Spotify has redesigned its app’s core homescreen, trying to make it easier for users to find something new to listen to – and watch. The new design is heavy on imagery and vertical scrolling, turning your homescreen from a collection of album covers to a feed more akin to TikTok and Instagram. As you scroll, Spotify also hopes to make it easier to discover new things across the Spotify ecosystem.
The new look, which Spotify recently announced at its Stream On event, is clear evidence of the kind of company (and product) Spotify wants to be. Over the past few years, it has invested heavily in podcasts, audiobooks, live audio, and more, all in an attempt to become more than just a music app. The company also wants to be a home for creators: Spotify CEO Daniel Ek said The Verge by 2021 he hopes to have more than 50 million “audio creators” on the platform. Spotify also pushed for years to make video podcasts happen and now most are watching as YouTube pulls them off.
Put it all together, and that’s a lot of stuff to put into an app called Spotify. Spotify is on a seemingly relentless quest to push people into content that is more diverse and more useful, which often means listening to music is harder. So the new design of the app seems to be partly aimed at creating more dedicated space for all the new types of content. Spotify for years has been trying to find ways to put podcasts and music and everything together but seems to have recognized that the best answer is to give each thing more space to breathe.
Going forward, when you open Spotify, you’ll still see more albums and covers in the top playlist. But underneath, you can see an autoplaying video podcast, which you can jump to with one tap. Or you might see a large, Instagram-style photo meant to tell you a little more about a playlist you like.
If you tap on “Music” or “Podcasts & Movies,” you’ll be taken to a vertically scrolling feed that looks like Instagram Stories or TikTok.
At the top, if you tap on “Music” or “Podcasts and Shows,” you’ll be taken to a vertically scrolling feed that looks more like Instagram Stories or TikTok than the Spotify you’re used to, just dedicated. that section of Spotify. You can flip as many as you want, each one autoplays to give you a feel for what it’s like, or tap one to dive in and save or explore it further.
There is an obvious tension in the design, between Spotify wanting to make the app a calmer and more navigable space while also trying to find new ways to attract people to new things. There’s more autoplaying content than ever before in the app now and more ways to quickly preview songs and playlists without diving in completely. Billions of users are used to swiping through a dozen items they don’t want before landing on the one they do. And with this new look, every song or playlist or podcast gets a little more chance to grab you.
Playlists are Spotify’s main – and, for all intents and purposes, only – source of discovery, but with the new design, there’s a greater emphasis on getting you to new things. . That makes particular sense in podcasts, where Spotify needs to find ways to recoup its huge investment in the space. Ek may admit he made the mistake of betting too big on new types of audio, and the company has downsized its team in the space, but that doesn’t mean he’s slowing down.
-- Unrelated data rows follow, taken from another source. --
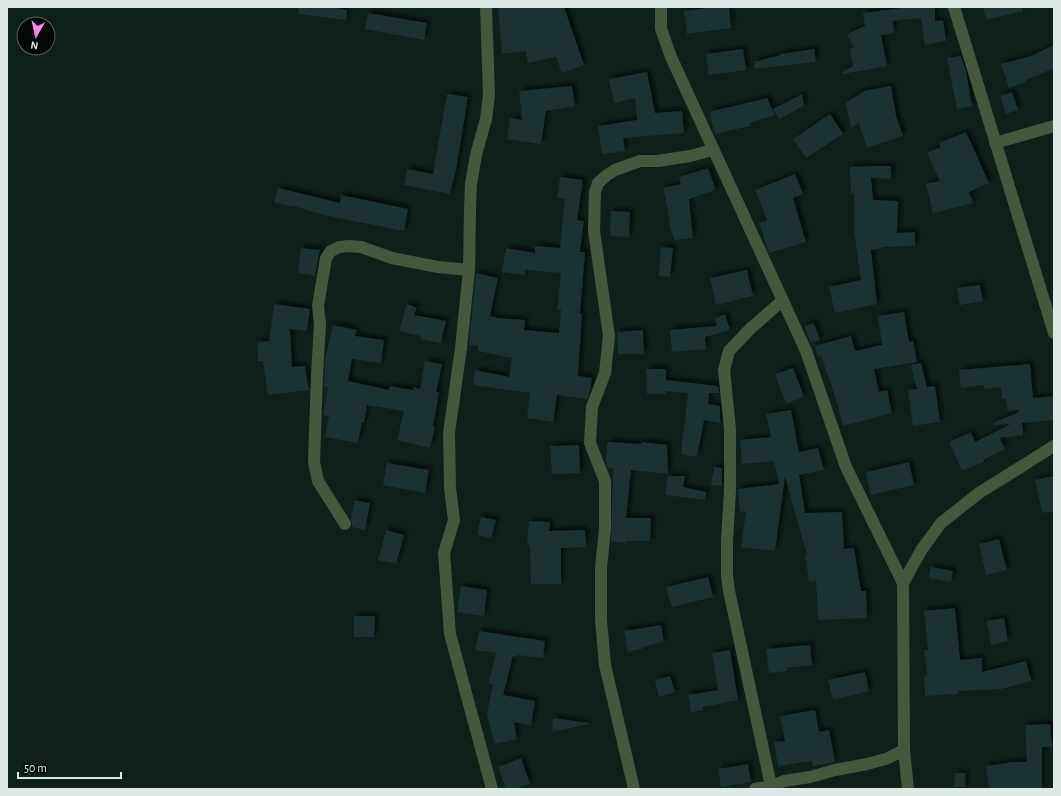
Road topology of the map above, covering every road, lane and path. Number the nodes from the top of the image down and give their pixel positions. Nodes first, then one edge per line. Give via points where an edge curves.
1 (486, 7) edge
2 (661, 7) edge
3 (954, 7) edge
4 (1054, 126) edge
5 (995, 143) junction
6 (713, 150) junction
7 (469, 270) junction
8 (782, 301) junction
9 (1054, 334) edge
10 (1054, 446) edge
11 (345, 524) dead end
12 (903, 583) junction
13 (904, 750) junction
14 (771, 786) junction
15 (492, 789) edge
16 (634, 789) edge
17 (755, 789) edge
18 (908, 789) edge

1 - 7 street via 489,95 472,184
2 - 6 street via 661,29 671,57
3 - 5 street
4 - 5 street
5 - 9 street
6 - 8 street
6 - 16 street via 658,161 640,161 607,175 598,183 595,192 594,231 609,336 605,373 592,407 590,444 605,481 605,529 600,568 601,620 605,665
7 - 11 street via 400,260 361,248 339,247 331,251 326,258 318,306 320,324 314,462 318,481
7 - 15 street via 449,433 450,488 454,520 444,553 450,634
8 - 12 street via 806,351 846,467
8 - 14 street via 729,351 724,370 730,428 727,575
10 - 12 street via 979,493 941,523 922,549
12 - 13 street
13 - 14 street via 886,759
13 - 18 street
14 - 17 street

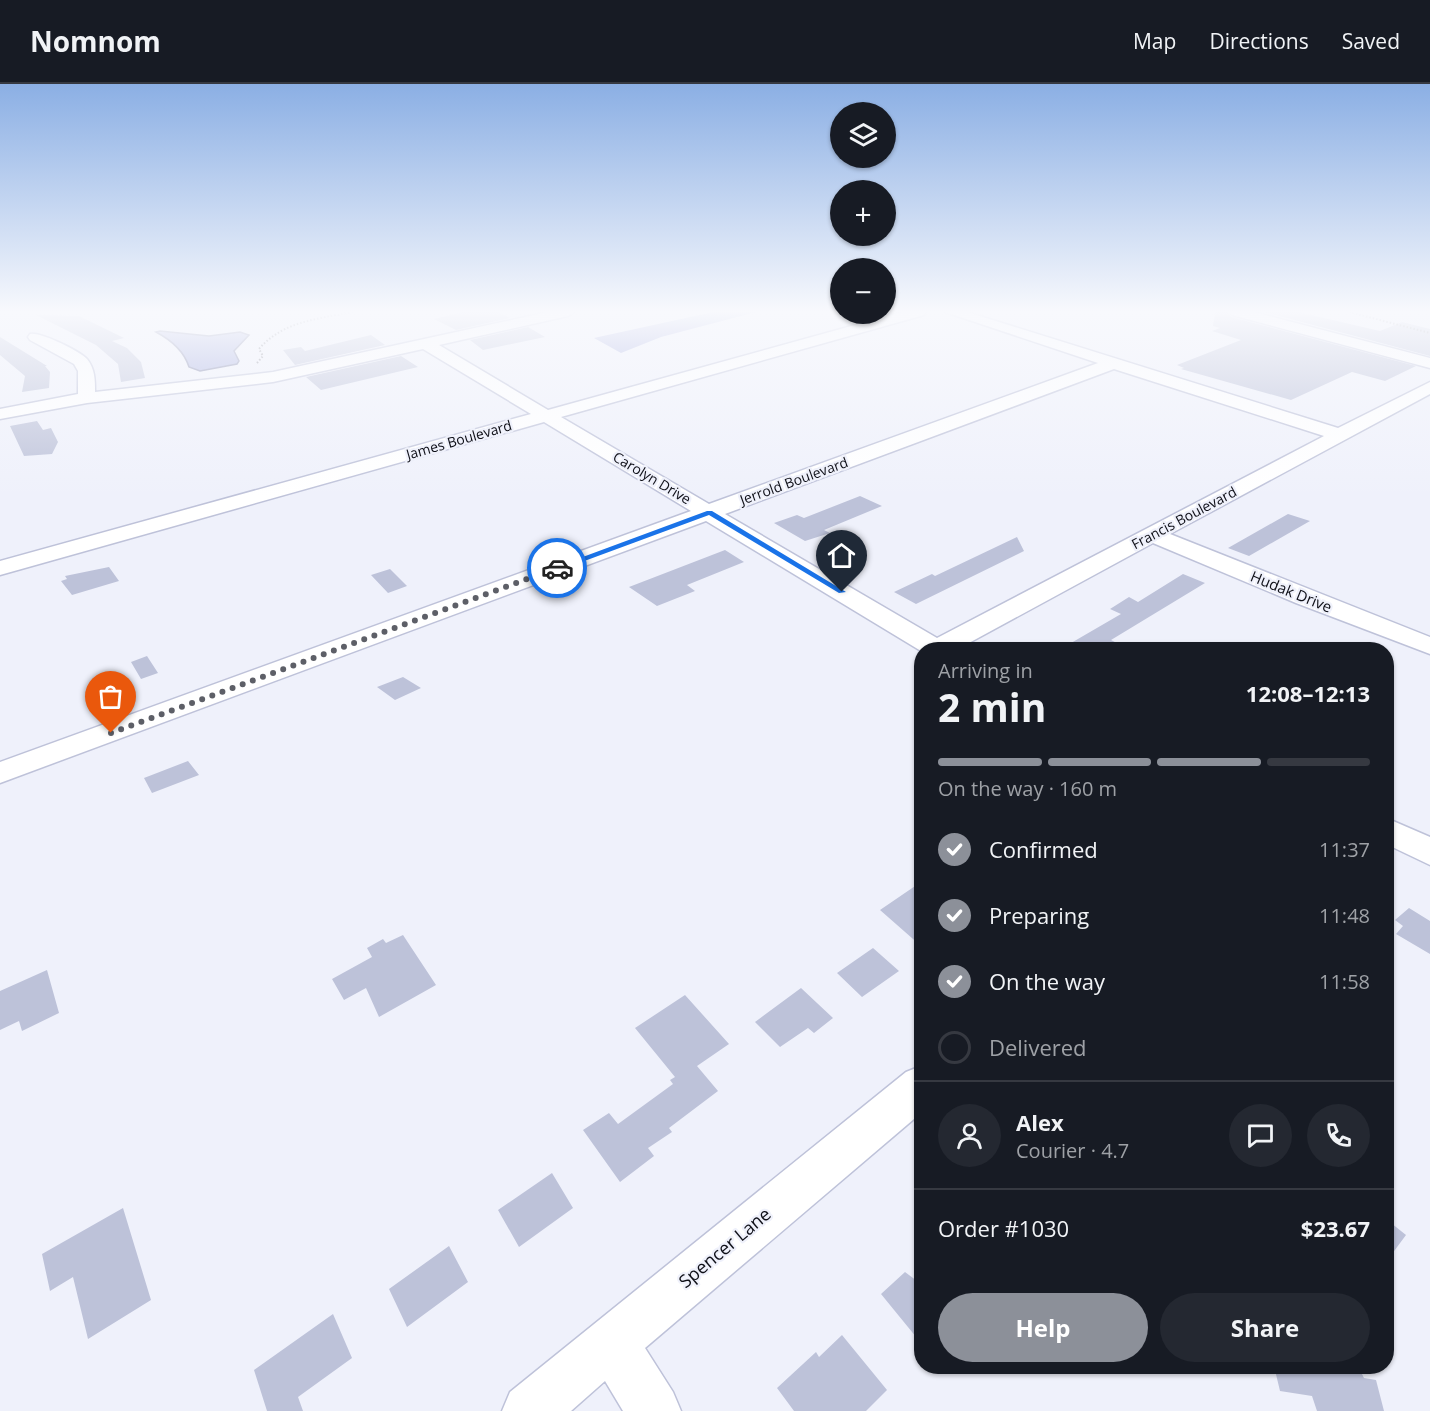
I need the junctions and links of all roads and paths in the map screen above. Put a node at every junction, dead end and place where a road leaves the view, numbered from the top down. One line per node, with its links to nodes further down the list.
1 (86, 374): 10 (street)
2 (271, 374): 8 (path)
3 (287, 374): 8 (street)
4 (477, 374): 12 (street, Carolyn Drive)
5 (696, 374): 12 (street, James Boulevard)
6 (1084, 374): 14 (street, Jerrold Boulevard)
7 (1148, 374): 13 (street)
8 (273, 377): 10 (street)
9 (1430, 387): 13 (street, Francis Boulevard)
10 (87, 398): 11 (street)
11 (0, 414)
12 (548, 415): 14 (street, Carolyn Drive); 16 (street, James Boulevard)
13 (1340, 435): 15 (street, Francis Boulevard)
14 (709, 512): 17 (street, Carolyn Drive); 20 (street, Jerrold Boulevard)
15 (1153, 535): 18 (street, Francis Boulevard); 19 (street, Hudak Drive)
16 (0, 568)
17 (926, 642)
18 (951, 642)
19 (1430, 646)
20 (0, 773)
21 (1394, 834): 22 (street)
22 (1430, 852)
23 (914, 1092): 24 (street, Spencer Lane)
24 (611, 1342): 25 (street, Spencer Lane); 26 (street)
25 (529, 1411)
26 (654, 1411)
Another new thing you might notice in Spotify is more personalized AI. The Smart Shuffle feature, which temporarily adds tracks to your existing playlists, is supposedly an improvement on the “playlist for you” idea that Spotify has been working on for years – and don’t forget the DJ, the AI rotating records and hosting yourself. personal radio show.
Spotify is the biggest player in music streaming but continues to want to acquire audio in a bigger way. That’s what the new design really shows: that Spotify is no longer a music app and shouldn’t look like one – and, hopefully, not like a mish-mash-y mess of content , even.